# Lightly used '11 Madone 6.9 SSL with Dura Ace: how much would you pay?



## cmns (Apr 15, 2015)

Looking at a 2011 Madone 6.9 SSL with Dura Ace groupset and Bontrager stock everything else (RXL wheels). Lightly used, no signs of any sort of damage. My thought was that I wouldn't want to pay much over 2k given that it is a used carbon frame, but I'm curious to hear anyone else's thoughts. Thanks!


----------



## MMsRepBike (Apr 1, 2014)

$2-4k depending on how bad you want it or how much it's used.

You can nix the idea that used carbon isn't worth much, it's proven to be quite reliable and almost always fairly easily repairable.


----------



## ibericb (Oct 28, 2014)

Yep -- $2-$4k sounds about right. Here's a current value estimate. Used carbon should be better than used steel, or aluminum.


----------



## NealH (May 2, 2004)

I would put your $2K towards a current Emonda or Domane.
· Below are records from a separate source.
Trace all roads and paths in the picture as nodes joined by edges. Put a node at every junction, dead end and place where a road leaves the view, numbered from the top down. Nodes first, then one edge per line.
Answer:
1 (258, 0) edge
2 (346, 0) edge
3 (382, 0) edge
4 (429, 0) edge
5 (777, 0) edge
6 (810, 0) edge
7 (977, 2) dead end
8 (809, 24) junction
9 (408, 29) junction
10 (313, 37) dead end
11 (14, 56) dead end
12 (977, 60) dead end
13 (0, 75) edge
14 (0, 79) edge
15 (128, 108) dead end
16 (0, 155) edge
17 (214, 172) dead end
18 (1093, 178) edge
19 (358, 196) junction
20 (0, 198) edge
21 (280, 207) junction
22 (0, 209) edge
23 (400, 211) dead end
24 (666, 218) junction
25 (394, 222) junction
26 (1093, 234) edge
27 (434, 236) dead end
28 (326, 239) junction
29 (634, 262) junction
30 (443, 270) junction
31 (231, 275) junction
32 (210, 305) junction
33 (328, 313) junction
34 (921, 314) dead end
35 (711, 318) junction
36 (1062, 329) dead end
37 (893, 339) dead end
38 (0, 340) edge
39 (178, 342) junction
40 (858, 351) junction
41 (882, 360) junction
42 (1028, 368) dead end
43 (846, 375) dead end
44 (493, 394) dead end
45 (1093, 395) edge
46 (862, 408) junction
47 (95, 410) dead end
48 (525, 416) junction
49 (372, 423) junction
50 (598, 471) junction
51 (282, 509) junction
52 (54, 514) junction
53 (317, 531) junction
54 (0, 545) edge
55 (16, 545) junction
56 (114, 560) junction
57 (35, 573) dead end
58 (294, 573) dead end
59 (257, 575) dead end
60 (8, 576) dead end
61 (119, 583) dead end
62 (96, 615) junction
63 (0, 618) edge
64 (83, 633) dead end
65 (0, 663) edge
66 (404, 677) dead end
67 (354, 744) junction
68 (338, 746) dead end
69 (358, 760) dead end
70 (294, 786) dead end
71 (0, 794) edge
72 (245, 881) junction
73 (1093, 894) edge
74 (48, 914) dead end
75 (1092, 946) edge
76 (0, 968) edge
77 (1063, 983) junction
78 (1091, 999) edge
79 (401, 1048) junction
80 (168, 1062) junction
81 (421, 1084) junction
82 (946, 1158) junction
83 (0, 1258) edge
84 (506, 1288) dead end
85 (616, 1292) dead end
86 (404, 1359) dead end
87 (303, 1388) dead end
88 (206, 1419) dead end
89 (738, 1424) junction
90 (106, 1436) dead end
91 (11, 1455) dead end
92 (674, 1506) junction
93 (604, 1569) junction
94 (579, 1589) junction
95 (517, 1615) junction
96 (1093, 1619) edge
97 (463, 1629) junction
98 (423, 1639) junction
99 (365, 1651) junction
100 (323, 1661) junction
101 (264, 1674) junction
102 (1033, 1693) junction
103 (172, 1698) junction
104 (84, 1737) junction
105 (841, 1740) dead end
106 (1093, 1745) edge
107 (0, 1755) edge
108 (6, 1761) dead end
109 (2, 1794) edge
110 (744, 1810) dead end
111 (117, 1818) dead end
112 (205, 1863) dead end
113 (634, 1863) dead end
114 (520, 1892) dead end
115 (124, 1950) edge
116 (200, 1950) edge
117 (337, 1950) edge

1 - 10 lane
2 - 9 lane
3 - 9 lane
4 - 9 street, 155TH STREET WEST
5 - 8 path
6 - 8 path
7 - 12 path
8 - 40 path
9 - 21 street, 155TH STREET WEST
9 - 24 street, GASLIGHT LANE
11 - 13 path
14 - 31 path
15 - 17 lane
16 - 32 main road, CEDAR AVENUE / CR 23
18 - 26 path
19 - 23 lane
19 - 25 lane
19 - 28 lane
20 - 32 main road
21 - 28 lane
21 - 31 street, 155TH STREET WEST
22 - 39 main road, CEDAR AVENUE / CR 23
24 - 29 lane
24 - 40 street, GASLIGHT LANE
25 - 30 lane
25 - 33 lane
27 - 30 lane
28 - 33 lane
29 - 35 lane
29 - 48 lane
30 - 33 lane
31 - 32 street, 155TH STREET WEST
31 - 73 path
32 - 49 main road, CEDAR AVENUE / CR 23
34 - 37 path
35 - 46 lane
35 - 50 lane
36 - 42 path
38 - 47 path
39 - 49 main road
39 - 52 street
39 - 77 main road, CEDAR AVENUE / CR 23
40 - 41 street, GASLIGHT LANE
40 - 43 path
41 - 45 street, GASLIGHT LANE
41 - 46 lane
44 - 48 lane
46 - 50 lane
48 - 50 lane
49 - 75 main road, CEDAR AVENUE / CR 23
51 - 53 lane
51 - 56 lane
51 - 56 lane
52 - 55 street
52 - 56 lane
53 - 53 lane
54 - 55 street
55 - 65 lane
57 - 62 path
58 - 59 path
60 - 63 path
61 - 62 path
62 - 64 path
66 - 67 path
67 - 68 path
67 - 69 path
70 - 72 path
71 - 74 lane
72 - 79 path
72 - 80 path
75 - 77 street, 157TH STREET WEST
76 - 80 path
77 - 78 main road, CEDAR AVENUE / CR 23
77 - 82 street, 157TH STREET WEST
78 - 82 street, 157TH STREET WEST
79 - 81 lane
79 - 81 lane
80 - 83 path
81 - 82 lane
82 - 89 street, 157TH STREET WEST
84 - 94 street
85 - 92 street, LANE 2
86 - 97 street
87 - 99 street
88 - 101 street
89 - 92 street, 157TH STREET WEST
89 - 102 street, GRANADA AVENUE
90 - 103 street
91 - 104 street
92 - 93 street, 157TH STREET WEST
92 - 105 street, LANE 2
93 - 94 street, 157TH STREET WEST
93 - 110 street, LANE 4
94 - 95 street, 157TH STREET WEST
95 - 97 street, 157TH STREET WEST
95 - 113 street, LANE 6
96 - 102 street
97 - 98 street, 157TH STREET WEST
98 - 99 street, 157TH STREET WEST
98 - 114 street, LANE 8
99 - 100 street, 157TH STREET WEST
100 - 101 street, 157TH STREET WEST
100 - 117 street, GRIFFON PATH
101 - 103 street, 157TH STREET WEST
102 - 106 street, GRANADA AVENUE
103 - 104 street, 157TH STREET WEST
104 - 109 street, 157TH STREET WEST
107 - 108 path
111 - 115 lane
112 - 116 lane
You will get a new bike, dealer support, a warranty and 11-speed group. It may cost more than $2K but you don't need DA. In fact the 11 speed Ultegra is better and lighter than 10 speed DA - although there is nothing wrong with 10 speed DA.


----------



## cmns (Apr 15, 2015)

That is a good point, I don't have my heart set on DA at all-- I didn't know that new Ultegra 11sp was lighter, thanks for the info!


----------



## nigel91 (May 16, 2012)

I have paid $1750 U.S. For a 2012/2013 6.9 SSL with Ultegra 6700 and Easton wheels a week ago. So the price you are looking at for the '11 with DuraAce looks fair. I had one before & sold it (stupid) and have taken ages to find another good one. 

They are a rocket ship, and I really like the Shimano RS81 C35 wheels on it as a great all-round wheel. Ride it if you can, you won't be disappointed!!

The guys are right, nothing wrong with used carbon, just have a close look for crash damage is all...

Way cheaper than an SLR Emonda with the same 700 series carbon too...

There are pix of mine in the carbon fibre thread if you want a look.

Good luck!!!


----------